A practical sequence is:
use logs to confirm state
then use trace to inspect timing
then keep counters or debugfs/sysfs entries for recurring diagnosis
Tracing is friendlier to hot paths and can correlate scheduling, interrupts, softirqs, workqueues, and function calls.
tracepoints Are Observation Points
If an event needs long-term observability, a tracepoint may be better than a temporary log.
Logs are for humans. Tracepoints are for tools. They can carry structured fields, be enabled on demand, and integrate with kernel tracing.
Events that may deserve tracepoints include:
- request submission and completion
- DMA buffer lifecycle
- state machine transitions
- error retries
- queue depth changes
- power state changes
Not every driver needs custom tracepoints. Many subsystems already have useful ones, such as block, networking, scheduler, IRQ, workqueue, and dma_fence. Check existing subsystem tracing first.
Logs Change Timing
One counterintuitive fact: adding logs can make a bug disappear.
Reasons include:
- printing adds delay and changes race windows
- console output may take locks or block
- high-frequency logs change scheduling and cache behavior
- serial output is slow
- print paths may add memory allocation or lock contention
- log level and console configuration change actual cost
For intermittent races, timeouts, interrupt ordering, or DMA completion order, do not rely only on adding logs.
Better options are:
- lightweight counters
- tracing for event timing
- bounded ring buffers for recent events
- avoiding prints in hard IRQ and locked hot paths
- enabling dynamic debug precisely instead of globally
Logging is an observation tool, not a zero-cost record of truth.
Debugging Facilities Need Lifecycle Handling
Driver debug entries must match the device lifecycle:
- probe failure should not leave half-created debugfs nodes
- remove should make old nodes disappear safely
- register reads during runtime suspend should resume the device or fail clearly
- suspend/resume should not race with debug access
- error-path logs should show which cleanup step failed
If a debugfs file dumps registers, reading it must consider whether the device is powered, whether clocks are enabled, and whether register access is safe. Otherwise the debugging interface can create faults.

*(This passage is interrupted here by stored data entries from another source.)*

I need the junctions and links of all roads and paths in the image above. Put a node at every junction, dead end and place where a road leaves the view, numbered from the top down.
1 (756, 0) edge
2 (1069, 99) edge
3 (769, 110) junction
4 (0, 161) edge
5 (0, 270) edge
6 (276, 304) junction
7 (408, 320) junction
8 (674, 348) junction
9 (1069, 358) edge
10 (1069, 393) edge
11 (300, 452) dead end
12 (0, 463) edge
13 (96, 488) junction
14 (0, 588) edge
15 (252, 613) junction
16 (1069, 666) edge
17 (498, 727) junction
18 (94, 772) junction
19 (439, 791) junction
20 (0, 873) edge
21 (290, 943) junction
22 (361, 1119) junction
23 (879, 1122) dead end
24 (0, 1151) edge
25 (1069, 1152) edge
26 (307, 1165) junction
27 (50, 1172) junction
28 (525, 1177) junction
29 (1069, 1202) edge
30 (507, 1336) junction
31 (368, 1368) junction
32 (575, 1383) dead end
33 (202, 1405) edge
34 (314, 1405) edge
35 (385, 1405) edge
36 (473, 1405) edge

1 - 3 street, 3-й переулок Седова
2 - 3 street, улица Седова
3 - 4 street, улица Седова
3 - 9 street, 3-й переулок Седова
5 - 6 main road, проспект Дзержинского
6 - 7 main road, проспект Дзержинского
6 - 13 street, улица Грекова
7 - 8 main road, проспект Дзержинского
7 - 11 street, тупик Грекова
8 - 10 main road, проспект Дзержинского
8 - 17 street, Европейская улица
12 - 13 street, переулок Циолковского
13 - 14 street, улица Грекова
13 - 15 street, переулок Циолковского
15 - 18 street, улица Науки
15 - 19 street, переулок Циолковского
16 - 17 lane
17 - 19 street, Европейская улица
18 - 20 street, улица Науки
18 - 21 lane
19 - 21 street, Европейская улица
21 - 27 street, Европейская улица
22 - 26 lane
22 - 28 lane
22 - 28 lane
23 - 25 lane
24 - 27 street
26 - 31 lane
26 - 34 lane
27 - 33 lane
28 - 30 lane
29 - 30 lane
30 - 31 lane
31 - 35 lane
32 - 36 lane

Instrumentation is part of the driver. It should not bypass resources and power management.
A Practical Debugging Order
For driver failures, use this sequence:
start with dev_err/dev_warn: is there a clear failure
-> inspect probe resources and return codes
-> enable dynamic debug for details
-> read dmesg timestamps and device context
-> use trace/ftrace for timing and call paths
-> use rate limits and counters for hot errors
-> move recurring diagnostic state into debugfs or a stable ABI
Useful entry points include:
dmesg -T
journalctl -k -b
cat /sys/kernel/debug/dynamic_debug/control
echo 'module my_driver +p' > /sys/kernel/debug/dynamic_debug/control
trace-cmd record -e irq -e workqueue
cat /sys/kernel/tracing/trace
Actual availability depends on kernel configuration, rootfs, and permissions. Production devices should still keep enough error logs and diagnostic entry points to locate critical failures.
Driver Debugging Is Observation Design
printk is useful, but it is not a debugging system.
dev_err/dev_warn/dev_info preserve key state. dev_dbg plus dynamic debug provides on-demand detail. trace and ftrace show timing and paths. Rate limiting prevents logs from damaging the system. debugfs and sysfs expose necessary state.
The closer a driver is to interrupts, DMA, power management, and concurrency, the less it can rely on simply printing more lines. Stable debugging comes from planned observation points, not from flooding the system with logs in the field.